There’s nothing really there for us.
“Everybody in Canada wants Canadians to be the best at hockey. Whereas taekwondo, do we really want to be the best, or are we just sort of doing with what we can and trying to make a business off of it? I’m really leaning towards the latter.”
For most of athletes in Canada, their chances at competing internationally lies in the sponsorships they receive. 2003 pole vault world champion Shawn Barber signed a deal with Nike in 2015. Also, 21-year-old track champion Andre De Grasse signed a contract with Puma worth $11.25 million which “lifted a lot of stress from his shoulders.”
Tomlinson received no such sponsorships.
Realistically, he would like to compete in five international championships per year in order to make it to the Olympics. With his current financial state, he can afford to go to one or two.
Even Provincial Director Rommell Cabanatan says the current funding received by Ontario athletes is inadequate to help them reach Olympic success.
“If they’re not getting funded at the senior [level] (17 years and above) and if they’re not getting financial support, then they may just quit the sport,” said Cabanatan. “So we start losing them before they move on to the next stage.”

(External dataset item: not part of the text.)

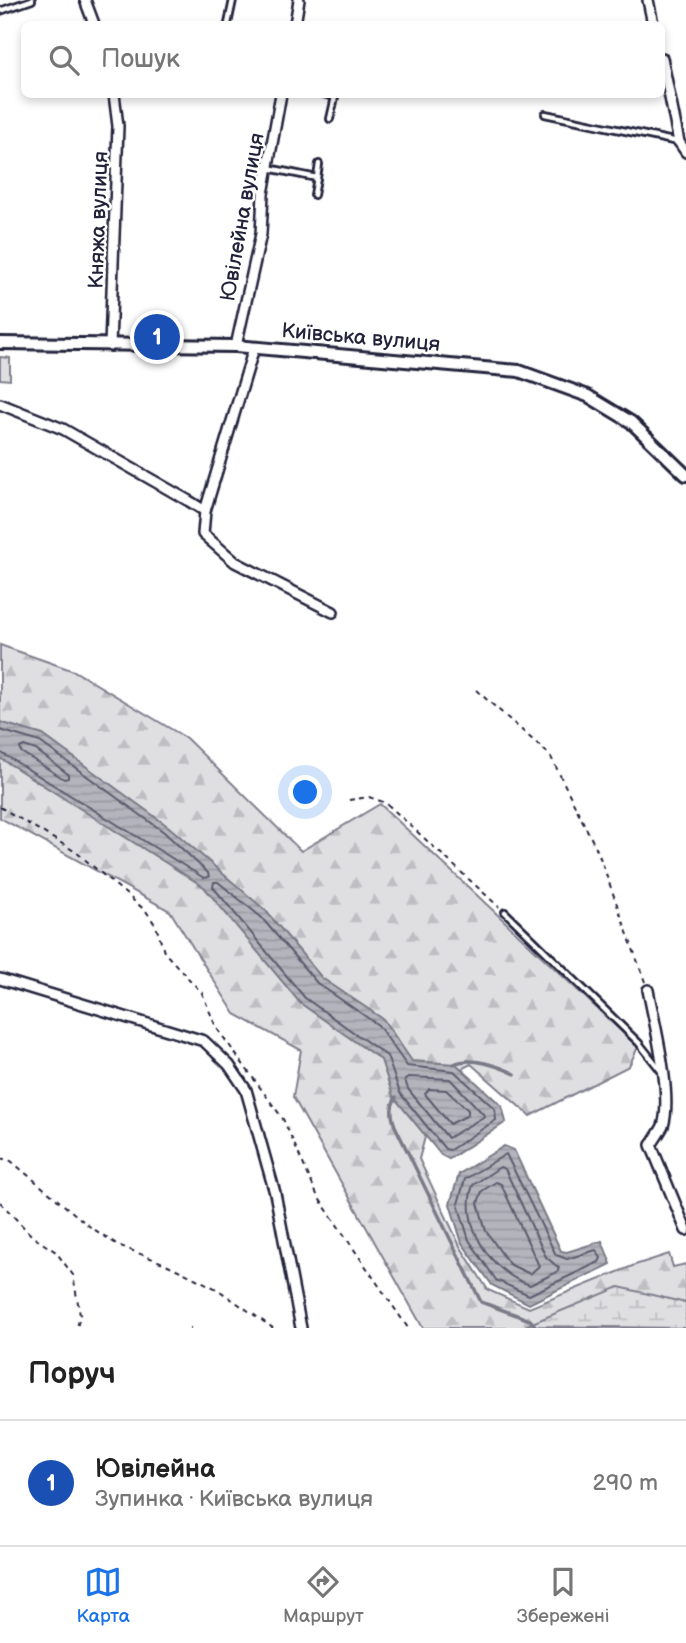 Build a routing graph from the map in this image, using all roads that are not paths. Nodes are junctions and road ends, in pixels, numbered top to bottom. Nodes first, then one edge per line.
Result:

According to Cabanatan, athletes need to be able to compete at about seven international competitions per year in order to secure a place in the Olympics. However, $5,000 only covers the cost of about one international open.
We start losing [athletes] before they move on to the next stage.
Cabanatan says even the coaches don’t know the solution or the exact number of money required to make these athletes more successful.
“You can’t put a cap on what you think is enough,” he said. “More is always going to be better.”
This funding uncertainty seems to be sending athletes like Adam in circles. Having to decide between providing for yourself or representing Canada in a sport isn’t a choice many people would like to make. Sometimes, the real choice they face is whether they should leave the province. Or worse, move south of the border.
But the hope of athletes remaining loyal to the province is alive in people like Adam. Moving away from Ontario was never an option to him.
“I’ve never thought about that. Toronto is my home. I would rather stick with Ontario and give hope to athletes in Ontario than just kind of conform to Quebec. “
Still, Adam can’t help but think of what it’s like to be an athlete in someplace like Quebec or the United States.
I would rather stick with Ontario and give hope to athletes in Ontario than just kind of conform to Quebec. “
“I would say the biggest disappointment for me was when I graduated high school, he said.” “I won a business bursary, I won a philosophy bursary, I had honor roll, and I won the Pan Am championship and Canadian championship that year – I got zero scholarships. I know for a fact if I was in the United States and I was doing football or hockey or something like that and I had those sort of credentials, I would be getting a full scholarship to the best university.”
The car crash that injured Master Anthony Tomlinson was the road block in his Olympic career. But to athletes like Adam, the road block to his Olympic path is no drunk driver. It’s the government.